In a flashback, it is revealed that Rebecca named her unborn child as Mia and James is the child's father. James tries to kill Rebecca when Rebecca wants to tell everything to Mia Faber.

At present, Rebecca wants to inform the police but James threatens to kill Rebecca. Lily pushes herself and James off a cliff to save Rebecca. James is dead. It is revealed that Sebastian found Rebecca after James tried to kill Rebecca. Lily is alive but injured. Rebecca forgives Jemma and Will. Rebecca and Jemma forgive Lily but Mia Faber is unable to forgive Rebecca and Sebastian. While leaving, Mia Faber sees Rebecca holding a child.

==Cast==
- Elizabeth Hurley as Lily
- Georgia Lock as Mia
- Lauren McQueen as Rebecca
- Freddie Thorp as James
- Genevieve Gaunt as Jemma
- Pear Chiravara as Natasha
- Llyrio Boateng as Sebastian
- Max Parker as Will

==Production==
MSR Media produced the film.

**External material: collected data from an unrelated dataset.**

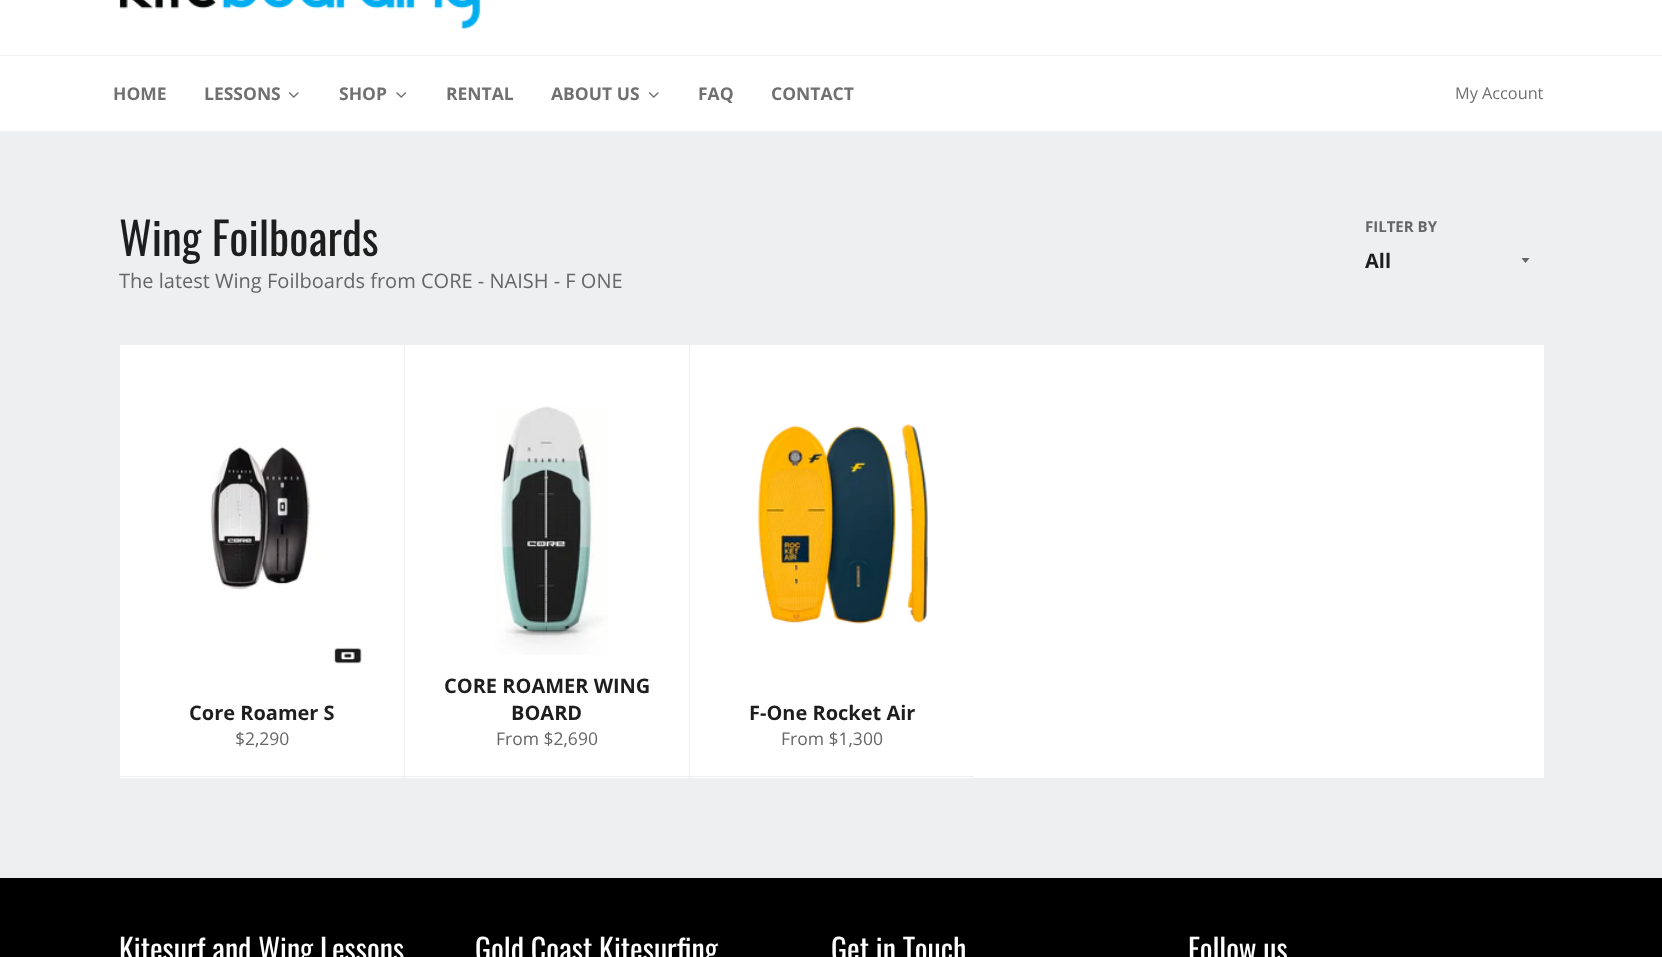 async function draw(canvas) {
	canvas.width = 1662;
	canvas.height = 957;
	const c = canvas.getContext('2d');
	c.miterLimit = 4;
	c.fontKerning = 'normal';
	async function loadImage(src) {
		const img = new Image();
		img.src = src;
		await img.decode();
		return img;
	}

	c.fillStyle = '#eeeff0';
	c.fillRect(0, 0, 1662, 957);
	c.fillStyle = '#fff';
	c.fillRect(0, 0, 1662, 55);
	c.drawImage(await loadImage('img1.png'), 119, 0, 362, 29);
	c.fillRect(0, 56, 1662, 75);
	c.fillStyle = '#f2f2f2';
	c.fillRect(0, 55, 1662, 1);
	c.font = 'bold 17.5px Open Sans';
	c.fillStyle = '#707070';
	c.fillText('HOME', 113, 100);
	c.fillText('LESSONS', 204, 100);
	c.drawImage(await loadImage('img2.png'), 288, 92, 11, 6);
	c.fillText('SHOP', 339, 100);
	c.drawImage(await loadImage('img3.png'), 396, 92, 11, 6);
	c.fillText('RENTAL', 446, 100);
	c.fillText('ABOUT US', 551, 100);
	c.drawImage(await loadImage('img2.png'), 648, 92, 11, 6);
	c.fillText('FAQ', 698, 100);
	c.fillText('CONTACT', 771, 100);
	c.font = '16.25px Open Sans';
	c.fillText('My Account', 1455, 99);
	c.font = '45px Oswald';
	c.fillStyle = '#1e1e1e';
	c.fillText('Wing Foilboards', 119, 256);
	c.font = '20px Open Sans';
	c.fillStyle = '#666';
	c.fillText('The latest Wing Foilboards from CORE - NAISH - F ONE', 119, 288);
	c.font = 'bold 15px Open Sans';
	c.fillText('FILTER BY', 1365, 232);
	c.save();
	c.beginPath();
	c.rect(1521, 258, 10, 6);
	c.clip();
	c.beginPath();
	c.moveTo(1521, 257.5);
	c.lineTo(1525.5, 263);
	c.lineTo(1530, 257.5);
	c.closePath();
	c.fill();
	c.restore();
	c.font = 'bold 20px Open Sans';
	c.fillStyle = '#1e1e1e';
	c.fillText('All', 1365, 268);
	c.fillStyle = '#fff';
	c.fillRect(120, 345, 1424, 433);
	c.fillStyle = '#eeeff0';
	c.fillRect(119, 776, 855, 1);
	c.drawImage(await loadImage('img4.png'), 210, 445, 152, 219);
	c.fillStyle = '#1e1e1e';
	c.fillText('Core Roamer S', 189, 720);
	c.font = '17.5px Open Sans';
	c.fillStyle = '#666';
	c.fillText('$2,290', 235, 745);
	c.fillStyle = '#eeeff0';
	c.fillRect(404, 345, 1, 433);
	c.drawImage(await loadImage('img5.png'), 495, 406, 113, 249);
	c.font = 'bold 20px Open Sans';
	c.fillStyle = '#1e1e1e';
	c.fillText('CORE ROAMER WING', 444, 693);
	c.fillText('BOARD', 511, 720);
	c.font = '17.5px Open Sans';
	c.fillStyle = '#666';
	c.fillText('From $2,690', 496, 745);
	c.fillStyle = '#eeeff0';
	c.fillRect(689, 345, 1, 433);
	c.drawImage(await loadImage('img6.png'), 758, 424, 170, 200);
	c.font = 'bold 20px Open Sans';
	c.fillStyle = '#1e1e1e';
	c.fillText('F-One Rocket Air', 749, 720);
	c.font = '17.5px Open Sans';
	c.fillStyle = '#666';
	c.fillText('From $1,300', 781, 745);
	c.fillStyle = '#000';
	c.fillRect(0, 878, 1662, 79);
	c.font = '30px Oswald';
	c.fillStyle = '#fff';
	for (const [text, x, y] of [
		['Kitesurf and Wing Lessons', 119, 961],
		['Gold Coast Kitesurfing', 475, 961],
		['Get in Touch', 831, 961],
		['Follow us', 1188, 961],
	]) {
		c.fillText(text, x, y);
	}
}

draw(document.querySelector('canvas'));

Production for the film began in late 2022 in Saint Kitts and Nevis and ended in December of the same year. On February 28, 2024, Lionsgate released the trailer for Strictly Confidential.

==Reception==
===Release===
Strictly Confidential was released in the United States on April 5, 2024, with a limited theatrical release and on Prime Video, Apple TV, Google Play, YouTube and Fandango at Home.

===Critical response===
On aggregate review site Rotten Tomatoes, the film has an 10% approval rating based on five critical reviews. According to a review by Mike McGranaghan of Aisle Seat; "Strictly Confidential has a screenplay that sounds like it was written by an AI program that was taught every cheesy, straight-to-cable erotic thriller from the early '90s." Avi Offer of NYC Movie Guru states; "A clunky, convoluted and preposterous mess with enough unintentional laughs to make it a guilty pleasure. Strictly Confidential is like an erotic version of Knives Out without the comedy, suspense or Benoit Blanc." Stephen Holland of Screen Rant; "First-time director Damian Hurley delivers a disappointing erotic thriller full of predictable twists, an illogical plot, and stilted scenes." Brian Orndorf of Blu-ray.com; "Hurley doesn't push the picture's sauciness and he's mostly fatigued when it comes to blowing minds, but Strictly Confidential does have the novelty of a son exploiting the sex appeal of his mom for the benefit of an otherwise uninteresting whodunit."